For the first few years, I tape recorded many of our phone calls to capture Adam’s gravelly voice and hold onto him a little longer. Eventually, replaying the tapes became a too painful reminder of how much I missed him. After hanging up, I usually cried from a deep sense of loss. Two years into his odyssey, Adam informed us in one of these calls that he was ready to buy a black hat and black jacket. He already had a full beard. My stomach cramped at hearing those dreaded words. Had I lost my son to a sexist 19th century society? What if he would no longer let me hug and kiss him?

 

Three months later, I had trouble finding him at the Tel Aviv airport among all the other Chassidic men. After I ran into his arms and finally stopped sobbing, I was relieved to detect his one dimple peeking out just above his beard. “It could be worse,” my husband and I tried to console ourselves, Adam could be a Moonie, a drug dealer or an unscrupulous businessman.

 

Rarely do I stop searching for clues to his becoming traditionally orthodox, or a “Torah observing Jew,” as he would say. I struggle to identify the mistakes I made as a mother. Could it be that our crime was living in a predominantly Christian town that holds elections on Saturdays, the Jewish Sabbath? Were we wrong to move there hoping to instill in Adam and his sister respect for people from different backgrounds? “Part of the reason I’ve always felt very Jewish is that there weren’t many other Jewish kids in school,” Adam tells us now when we interrogate him about why he became a Lubavitcher. Were we too strict with him so that he needs the comfort of all the rules of the Chassidim? Were we too lenient?

 

Had I lost my son to a sexist 19th century society?

 

In the last couple of years, I’ve stopped crying after the phone calls and have started to see Adam’s spiritual journey through another lens. Could Sister Senga be right that G-d is calling my son? Could G-d also be calling me, in a way that I can hear, I’ve begun to wonder. Adam has taught me about some of the beauty of Jewish philosophy and moral precepts, things I never learned in Sunday school, and would never have sought out. He has helped me feel more Jewish. I’ve given up shellfish and try to buy kosher meat.

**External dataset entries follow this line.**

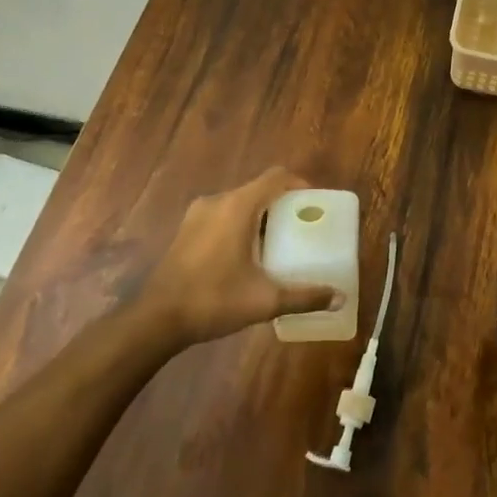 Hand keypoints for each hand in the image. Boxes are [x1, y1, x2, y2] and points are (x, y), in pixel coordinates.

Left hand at [138, 167, 335, 345]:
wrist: (155, 320)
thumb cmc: (213, 300)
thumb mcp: (265, 300)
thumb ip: (304, 297)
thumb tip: (340, 298)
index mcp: (238, 206)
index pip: (276, 177)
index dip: (300, 184)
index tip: (315, 203)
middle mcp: (217, 201)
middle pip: (258, 189)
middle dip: (283, 204)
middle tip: (302, 226)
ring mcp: (197, 214)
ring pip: (239, 203)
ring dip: (261, 215)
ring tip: (279, 241)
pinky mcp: (186, 230)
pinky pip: (222, 215)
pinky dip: (241, 224)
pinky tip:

But, I’ve also given up ever going to a movie again with Adam and dropping in to any restaurant that catches my eye during a family outing, as well as many other activities we’ll never do together again.

 

Still, on Friday afternoons I remember the Sabbath, sometimes light candles and even consider going to synagogue. I am grateful to Adam for pulling me on to what seems to have become my own spiritual journey. Perhaps it was beshert, another new word Adam has taught us, which I now know means part of G-d’s plan.